ABOUT THIS TASK: Pick out each line of the records that includes the string "body", and copy it.

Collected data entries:
========

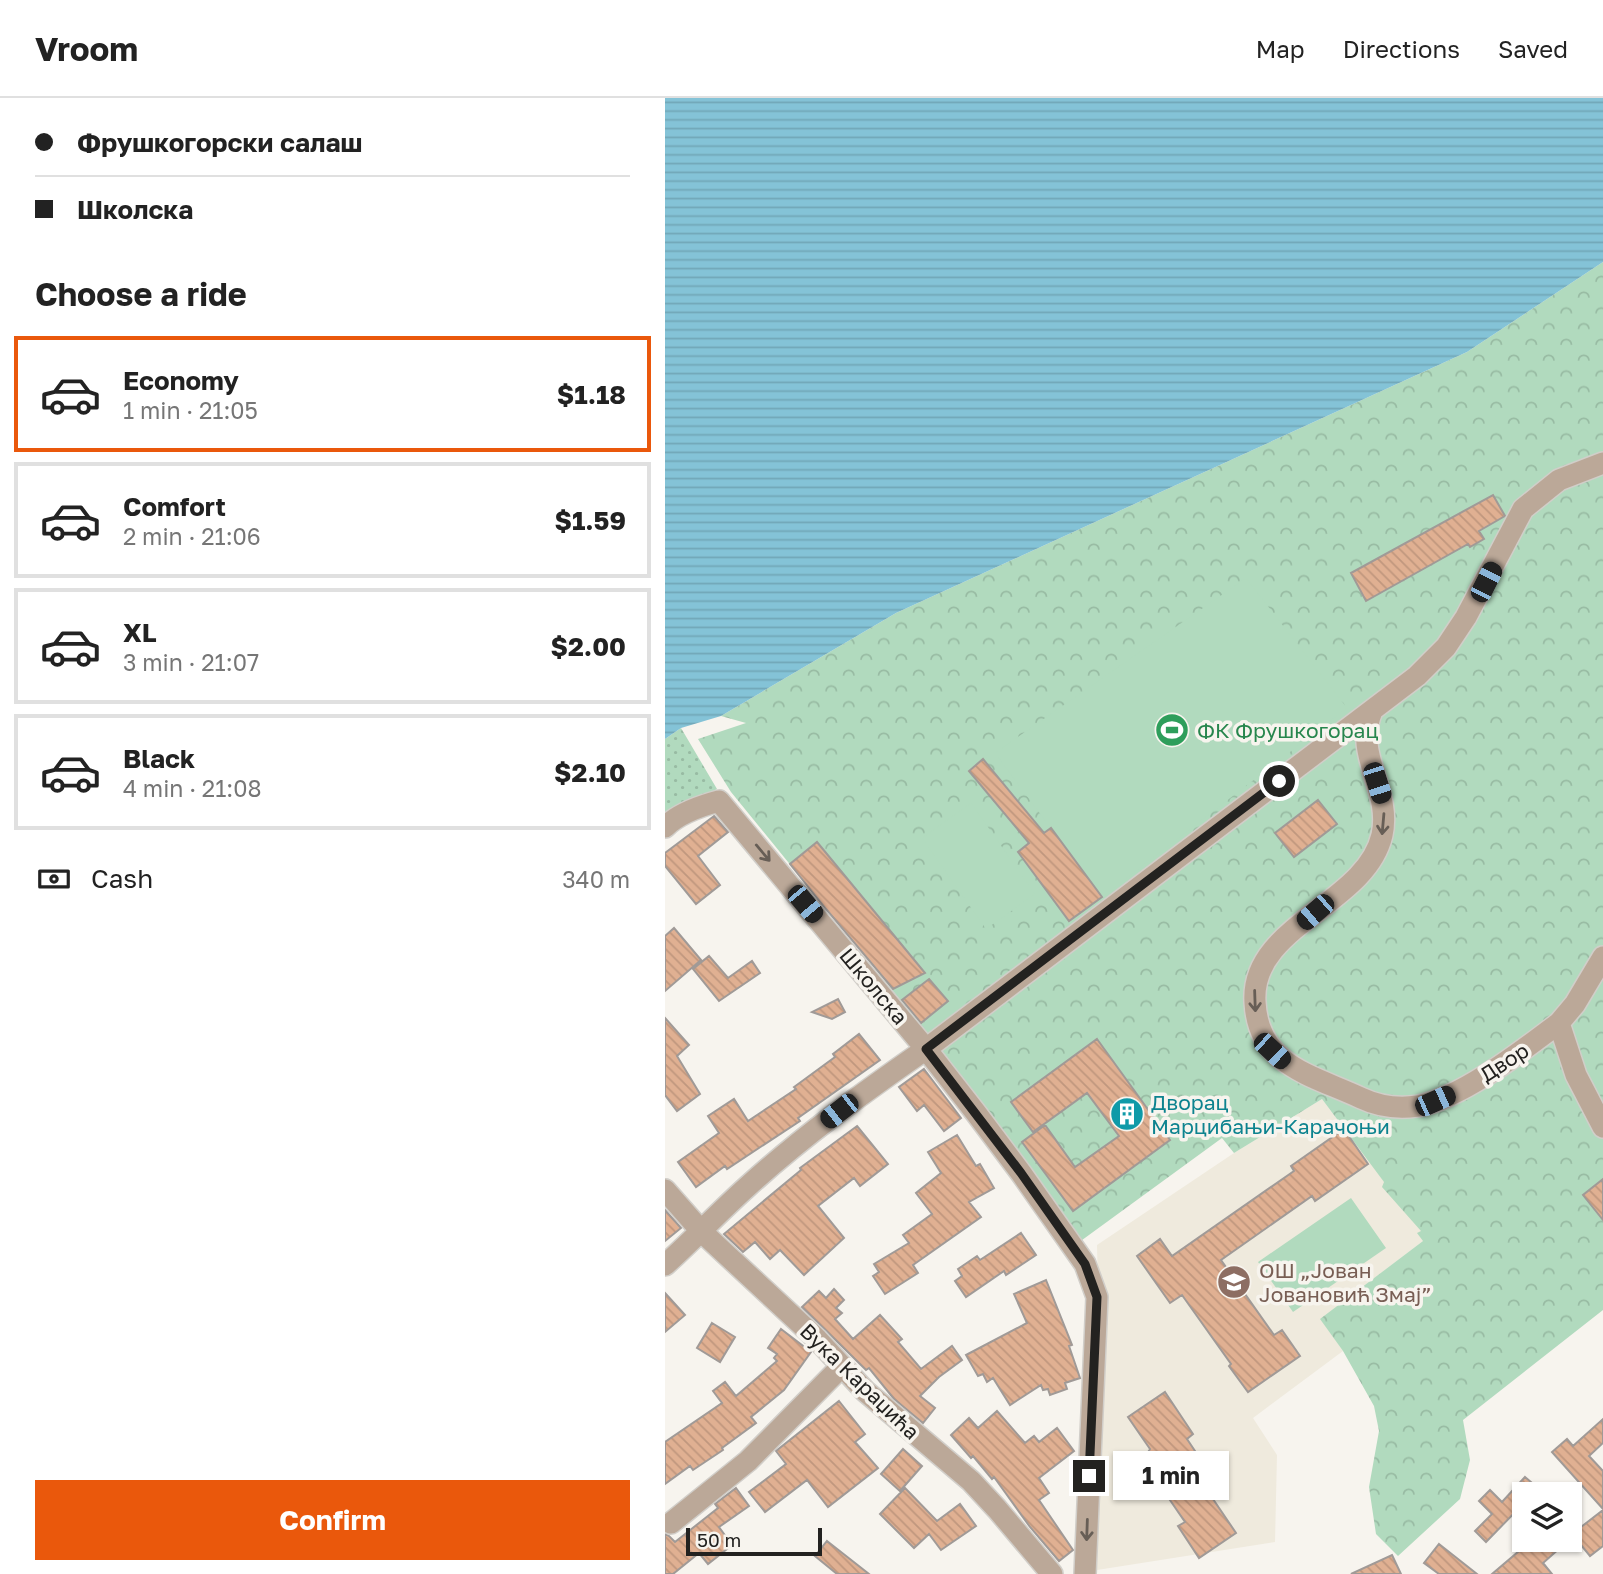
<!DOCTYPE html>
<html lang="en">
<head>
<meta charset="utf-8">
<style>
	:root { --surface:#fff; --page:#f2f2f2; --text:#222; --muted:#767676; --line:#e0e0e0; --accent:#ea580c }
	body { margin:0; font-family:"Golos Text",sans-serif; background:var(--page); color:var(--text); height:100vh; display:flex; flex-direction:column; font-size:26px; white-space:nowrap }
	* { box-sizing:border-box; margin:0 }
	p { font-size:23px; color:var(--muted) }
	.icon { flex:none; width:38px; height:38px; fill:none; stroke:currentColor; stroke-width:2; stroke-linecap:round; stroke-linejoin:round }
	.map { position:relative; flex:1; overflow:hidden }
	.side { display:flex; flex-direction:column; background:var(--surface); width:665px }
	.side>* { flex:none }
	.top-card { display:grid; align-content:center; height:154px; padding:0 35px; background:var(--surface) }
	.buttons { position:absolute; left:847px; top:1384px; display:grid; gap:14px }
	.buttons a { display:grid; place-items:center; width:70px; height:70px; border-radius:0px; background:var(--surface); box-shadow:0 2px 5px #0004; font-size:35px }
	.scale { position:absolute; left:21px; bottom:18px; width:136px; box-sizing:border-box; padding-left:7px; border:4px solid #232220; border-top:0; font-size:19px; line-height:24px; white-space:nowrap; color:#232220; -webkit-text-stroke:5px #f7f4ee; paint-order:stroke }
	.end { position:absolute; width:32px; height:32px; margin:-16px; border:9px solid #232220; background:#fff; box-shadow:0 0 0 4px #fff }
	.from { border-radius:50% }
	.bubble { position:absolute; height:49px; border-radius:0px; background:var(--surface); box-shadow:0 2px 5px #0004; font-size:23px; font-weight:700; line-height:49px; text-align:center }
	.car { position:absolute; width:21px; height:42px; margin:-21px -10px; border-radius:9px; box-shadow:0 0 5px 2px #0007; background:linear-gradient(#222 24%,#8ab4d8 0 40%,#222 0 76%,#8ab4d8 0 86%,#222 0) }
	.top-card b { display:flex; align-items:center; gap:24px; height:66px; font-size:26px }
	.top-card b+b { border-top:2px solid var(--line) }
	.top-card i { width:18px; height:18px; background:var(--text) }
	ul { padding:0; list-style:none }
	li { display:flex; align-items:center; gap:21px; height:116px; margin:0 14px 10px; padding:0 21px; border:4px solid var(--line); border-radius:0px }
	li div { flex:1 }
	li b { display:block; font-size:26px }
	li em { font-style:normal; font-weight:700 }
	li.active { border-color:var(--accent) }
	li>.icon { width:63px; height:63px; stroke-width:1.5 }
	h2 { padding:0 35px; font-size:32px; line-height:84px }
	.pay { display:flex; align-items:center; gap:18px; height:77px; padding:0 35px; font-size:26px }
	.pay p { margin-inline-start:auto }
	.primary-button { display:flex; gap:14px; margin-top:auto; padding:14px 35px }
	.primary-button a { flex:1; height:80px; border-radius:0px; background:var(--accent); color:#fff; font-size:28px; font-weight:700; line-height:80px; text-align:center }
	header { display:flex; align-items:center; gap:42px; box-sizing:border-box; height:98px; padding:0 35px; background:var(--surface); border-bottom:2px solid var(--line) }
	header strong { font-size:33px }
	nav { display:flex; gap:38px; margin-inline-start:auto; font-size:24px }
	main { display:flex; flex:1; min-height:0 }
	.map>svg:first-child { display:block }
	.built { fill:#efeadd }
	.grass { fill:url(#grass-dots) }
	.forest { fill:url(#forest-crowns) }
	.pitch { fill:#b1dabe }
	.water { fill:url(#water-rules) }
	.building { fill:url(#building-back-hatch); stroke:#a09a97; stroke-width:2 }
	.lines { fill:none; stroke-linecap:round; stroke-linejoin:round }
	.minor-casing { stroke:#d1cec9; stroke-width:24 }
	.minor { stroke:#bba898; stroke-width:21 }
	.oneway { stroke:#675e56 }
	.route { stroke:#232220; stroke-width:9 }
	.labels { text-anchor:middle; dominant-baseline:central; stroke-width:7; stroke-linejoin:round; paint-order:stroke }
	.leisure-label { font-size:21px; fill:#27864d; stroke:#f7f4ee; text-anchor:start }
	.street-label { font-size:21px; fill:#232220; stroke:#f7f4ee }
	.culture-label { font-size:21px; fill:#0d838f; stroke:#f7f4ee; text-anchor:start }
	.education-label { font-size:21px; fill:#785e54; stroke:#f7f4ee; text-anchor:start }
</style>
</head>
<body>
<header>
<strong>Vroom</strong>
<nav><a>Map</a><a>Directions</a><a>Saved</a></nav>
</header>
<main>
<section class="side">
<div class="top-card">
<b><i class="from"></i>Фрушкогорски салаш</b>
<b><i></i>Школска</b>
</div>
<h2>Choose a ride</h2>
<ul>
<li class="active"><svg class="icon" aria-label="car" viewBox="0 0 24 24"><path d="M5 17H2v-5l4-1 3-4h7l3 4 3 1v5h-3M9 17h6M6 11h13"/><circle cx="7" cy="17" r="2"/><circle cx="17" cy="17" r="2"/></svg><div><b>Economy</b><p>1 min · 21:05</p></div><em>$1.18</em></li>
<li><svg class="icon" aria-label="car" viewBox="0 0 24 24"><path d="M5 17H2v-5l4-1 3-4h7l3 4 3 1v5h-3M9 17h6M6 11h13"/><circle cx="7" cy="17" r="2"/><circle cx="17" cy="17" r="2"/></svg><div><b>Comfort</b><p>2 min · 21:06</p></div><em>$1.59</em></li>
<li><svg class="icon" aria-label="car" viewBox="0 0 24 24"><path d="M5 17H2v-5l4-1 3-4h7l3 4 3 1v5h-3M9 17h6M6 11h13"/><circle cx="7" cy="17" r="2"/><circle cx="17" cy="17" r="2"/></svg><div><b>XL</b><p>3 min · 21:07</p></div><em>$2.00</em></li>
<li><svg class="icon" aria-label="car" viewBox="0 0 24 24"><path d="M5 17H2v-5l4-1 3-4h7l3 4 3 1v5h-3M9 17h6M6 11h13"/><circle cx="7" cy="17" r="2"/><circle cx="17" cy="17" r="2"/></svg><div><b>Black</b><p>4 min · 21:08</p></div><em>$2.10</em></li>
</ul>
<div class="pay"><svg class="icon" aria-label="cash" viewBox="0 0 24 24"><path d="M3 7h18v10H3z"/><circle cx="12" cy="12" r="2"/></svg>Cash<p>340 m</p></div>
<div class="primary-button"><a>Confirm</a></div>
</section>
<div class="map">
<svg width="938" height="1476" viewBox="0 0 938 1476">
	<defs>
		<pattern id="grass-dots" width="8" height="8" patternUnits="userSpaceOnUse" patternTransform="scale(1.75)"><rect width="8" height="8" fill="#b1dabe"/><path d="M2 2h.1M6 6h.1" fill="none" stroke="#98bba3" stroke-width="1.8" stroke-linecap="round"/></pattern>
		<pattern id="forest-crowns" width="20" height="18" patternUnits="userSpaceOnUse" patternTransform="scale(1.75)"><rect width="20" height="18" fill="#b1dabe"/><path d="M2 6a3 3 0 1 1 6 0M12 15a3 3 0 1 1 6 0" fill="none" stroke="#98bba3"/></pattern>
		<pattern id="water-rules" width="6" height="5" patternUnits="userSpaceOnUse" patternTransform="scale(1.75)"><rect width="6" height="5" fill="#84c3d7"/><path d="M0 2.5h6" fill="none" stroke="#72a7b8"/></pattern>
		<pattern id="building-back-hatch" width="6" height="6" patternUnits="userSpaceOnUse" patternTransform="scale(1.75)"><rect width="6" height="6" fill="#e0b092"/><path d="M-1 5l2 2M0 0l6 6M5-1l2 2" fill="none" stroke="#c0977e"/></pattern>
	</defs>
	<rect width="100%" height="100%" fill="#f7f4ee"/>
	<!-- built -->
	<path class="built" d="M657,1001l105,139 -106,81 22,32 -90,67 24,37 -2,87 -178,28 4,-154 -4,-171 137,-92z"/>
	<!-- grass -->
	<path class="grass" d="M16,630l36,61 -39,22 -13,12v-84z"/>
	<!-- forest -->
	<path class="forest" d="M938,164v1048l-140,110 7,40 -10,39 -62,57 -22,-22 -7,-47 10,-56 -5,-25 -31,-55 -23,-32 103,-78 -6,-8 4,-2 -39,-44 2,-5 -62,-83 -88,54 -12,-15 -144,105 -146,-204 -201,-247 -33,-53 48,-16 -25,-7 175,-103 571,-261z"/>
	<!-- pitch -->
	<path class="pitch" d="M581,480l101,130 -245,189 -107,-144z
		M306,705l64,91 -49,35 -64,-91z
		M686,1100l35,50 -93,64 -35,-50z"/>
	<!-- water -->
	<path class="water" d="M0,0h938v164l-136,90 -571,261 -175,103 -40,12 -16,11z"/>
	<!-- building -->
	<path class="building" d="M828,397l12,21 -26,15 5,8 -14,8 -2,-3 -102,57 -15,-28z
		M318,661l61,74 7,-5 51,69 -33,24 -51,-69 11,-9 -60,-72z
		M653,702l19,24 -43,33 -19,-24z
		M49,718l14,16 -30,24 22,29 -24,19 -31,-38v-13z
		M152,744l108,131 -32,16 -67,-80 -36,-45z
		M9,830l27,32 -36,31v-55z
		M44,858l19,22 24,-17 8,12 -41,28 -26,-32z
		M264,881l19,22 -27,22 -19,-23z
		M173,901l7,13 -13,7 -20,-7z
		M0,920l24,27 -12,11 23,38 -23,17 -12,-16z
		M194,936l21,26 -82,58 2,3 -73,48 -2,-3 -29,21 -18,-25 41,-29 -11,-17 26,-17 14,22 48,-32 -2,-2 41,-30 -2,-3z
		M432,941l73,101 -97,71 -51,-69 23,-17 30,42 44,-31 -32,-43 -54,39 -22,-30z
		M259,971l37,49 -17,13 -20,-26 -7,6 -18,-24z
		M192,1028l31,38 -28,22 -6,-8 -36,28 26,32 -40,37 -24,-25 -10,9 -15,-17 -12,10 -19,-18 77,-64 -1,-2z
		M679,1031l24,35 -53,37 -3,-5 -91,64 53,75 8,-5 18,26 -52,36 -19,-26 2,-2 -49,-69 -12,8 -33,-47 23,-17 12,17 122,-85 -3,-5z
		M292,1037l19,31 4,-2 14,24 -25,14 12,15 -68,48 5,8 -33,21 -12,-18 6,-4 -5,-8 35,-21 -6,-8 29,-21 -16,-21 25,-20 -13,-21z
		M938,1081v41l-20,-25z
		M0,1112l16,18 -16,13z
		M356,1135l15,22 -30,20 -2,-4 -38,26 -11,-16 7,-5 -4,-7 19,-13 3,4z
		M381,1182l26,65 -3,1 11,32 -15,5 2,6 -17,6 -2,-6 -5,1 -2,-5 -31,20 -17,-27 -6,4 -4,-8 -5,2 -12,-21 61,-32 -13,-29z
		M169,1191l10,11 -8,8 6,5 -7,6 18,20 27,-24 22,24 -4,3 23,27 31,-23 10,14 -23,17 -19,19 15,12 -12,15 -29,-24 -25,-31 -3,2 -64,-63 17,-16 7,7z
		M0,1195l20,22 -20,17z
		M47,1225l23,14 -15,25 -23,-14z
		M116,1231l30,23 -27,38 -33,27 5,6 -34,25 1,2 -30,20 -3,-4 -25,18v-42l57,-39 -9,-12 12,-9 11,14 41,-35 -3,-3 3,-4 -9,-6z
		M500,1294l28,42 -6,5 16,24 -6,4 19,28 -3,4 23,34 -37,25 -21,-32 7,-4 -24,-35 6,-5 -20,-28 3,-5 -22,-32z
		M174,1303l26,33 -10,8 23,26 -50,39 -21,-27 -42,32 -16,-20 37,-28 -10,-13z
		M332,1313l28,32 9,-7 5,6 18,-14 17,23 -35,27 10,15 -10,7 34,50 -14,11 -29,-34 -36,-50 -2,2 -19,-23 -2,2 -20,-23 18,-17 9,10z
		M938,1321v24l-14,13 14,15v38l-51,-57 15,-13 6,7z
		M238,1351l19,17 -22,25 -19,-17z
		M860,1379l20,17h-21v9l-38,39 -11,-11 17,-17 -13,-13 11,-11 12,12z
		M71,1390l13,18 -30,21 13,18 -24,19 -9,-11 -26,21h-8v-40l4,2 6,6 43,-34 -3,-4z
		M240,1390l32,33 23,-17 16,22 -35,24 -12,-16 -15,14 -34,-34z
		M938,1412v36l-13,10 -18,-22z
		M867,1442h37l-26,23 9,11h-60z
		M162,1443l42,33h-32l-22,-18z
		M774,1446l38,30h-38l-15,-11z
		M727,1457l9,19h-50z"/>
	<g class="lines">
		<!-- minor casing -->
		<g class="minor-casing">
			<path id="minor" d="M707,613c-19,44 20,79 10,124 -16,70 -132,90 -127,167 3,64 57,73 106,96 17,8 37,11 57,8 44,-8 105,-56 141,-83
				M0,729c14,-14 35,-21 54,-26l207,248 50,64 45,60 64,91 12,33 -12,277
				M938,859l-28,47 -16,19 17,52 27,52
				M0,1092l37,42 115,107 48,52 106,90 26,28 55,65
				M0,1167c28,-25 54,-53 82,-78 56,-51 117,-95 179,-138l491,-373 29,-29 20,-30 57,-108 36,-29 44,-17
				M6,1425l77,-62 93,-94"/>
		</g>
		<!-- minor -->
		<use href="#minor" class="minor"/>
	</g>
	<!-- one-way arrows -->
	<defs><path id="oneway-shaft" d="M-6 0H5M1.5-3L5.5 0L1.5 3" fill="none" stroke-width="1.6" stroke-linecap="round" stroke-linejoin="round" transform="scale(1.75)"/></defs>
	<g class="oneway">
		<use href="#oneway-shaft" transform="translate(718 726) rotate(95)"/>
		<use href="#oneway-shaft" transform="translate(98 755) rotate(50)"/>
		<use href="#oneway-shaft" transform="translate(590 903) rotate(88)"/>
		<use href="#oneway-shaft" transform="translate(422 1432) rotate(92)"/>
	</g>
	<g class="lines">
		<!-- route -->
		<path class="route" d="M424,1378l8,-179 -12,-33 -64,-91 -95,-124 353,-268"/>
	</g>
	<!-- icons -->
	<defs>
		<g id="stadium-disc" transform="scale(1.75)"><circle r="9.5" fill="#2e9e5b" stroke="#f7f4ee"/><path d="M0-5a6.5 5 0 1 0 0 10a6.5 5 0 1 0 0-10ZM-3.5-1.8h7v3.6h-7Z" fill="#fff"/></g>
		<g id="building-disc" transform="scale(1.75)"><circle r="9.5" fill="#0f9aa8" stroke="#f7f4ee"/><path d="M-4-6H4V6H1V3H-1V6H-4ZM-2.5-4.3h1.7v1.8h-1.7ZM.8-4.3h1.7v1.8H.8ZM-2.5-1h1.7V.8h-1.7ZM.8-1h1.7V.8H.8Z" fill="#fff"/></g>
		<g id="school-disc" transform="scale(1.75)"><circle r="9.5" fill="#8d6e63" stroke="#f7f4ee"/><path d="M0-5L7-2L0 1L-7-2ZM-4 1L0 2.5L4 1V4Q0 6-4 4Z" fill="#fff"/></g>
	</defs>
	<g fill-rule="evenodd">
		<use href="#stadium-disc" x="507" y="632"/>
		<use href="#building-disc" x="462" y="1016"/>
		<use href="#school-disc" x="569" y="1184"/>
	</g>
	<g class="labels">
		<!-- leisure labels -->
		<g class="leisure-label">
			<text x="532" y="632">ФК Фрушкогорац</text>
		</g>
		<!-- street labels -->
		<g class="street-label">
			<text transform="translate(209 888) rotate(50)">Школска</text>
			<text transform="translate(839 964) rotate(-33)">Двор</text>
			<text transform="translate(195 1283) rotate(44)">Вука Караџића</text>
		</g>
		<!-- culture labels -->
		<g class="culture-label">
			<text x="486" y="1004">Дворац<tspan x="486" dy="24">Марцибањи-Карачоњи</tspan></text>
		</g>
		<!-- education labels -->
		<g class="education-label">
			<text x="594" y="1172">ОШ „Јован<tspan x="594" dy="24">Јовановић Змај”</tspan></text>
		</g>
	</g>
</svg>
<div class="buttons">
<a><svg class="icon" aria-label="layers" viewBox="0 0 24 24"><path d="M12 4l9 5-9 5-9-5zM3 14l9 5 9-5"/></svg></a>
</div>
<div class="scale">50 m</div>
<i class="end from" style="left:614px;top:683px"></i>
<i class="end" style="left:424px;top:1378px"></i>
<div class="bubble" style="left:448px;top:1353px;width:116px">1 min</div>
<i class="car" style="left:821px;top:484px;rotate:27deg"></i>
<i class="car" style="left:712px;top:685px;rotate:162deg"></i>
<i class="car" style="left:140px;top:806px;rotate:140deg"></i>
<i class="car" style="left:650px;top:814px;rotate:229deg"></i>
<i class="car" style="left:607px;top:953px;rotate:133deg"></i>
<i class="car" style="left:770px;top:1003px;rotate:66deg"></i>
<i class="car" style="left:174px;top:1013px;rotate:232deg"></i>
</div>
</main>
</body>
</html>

========

RESULT OF THIS TASK:
	body { margin:0; font-family:"Golos Text",sans-serif; background:var(--page); color:var(--text); height:100vh; display:flex; flex-direction:column; font-size:26px; white-space:nowrap }
<body>
</body>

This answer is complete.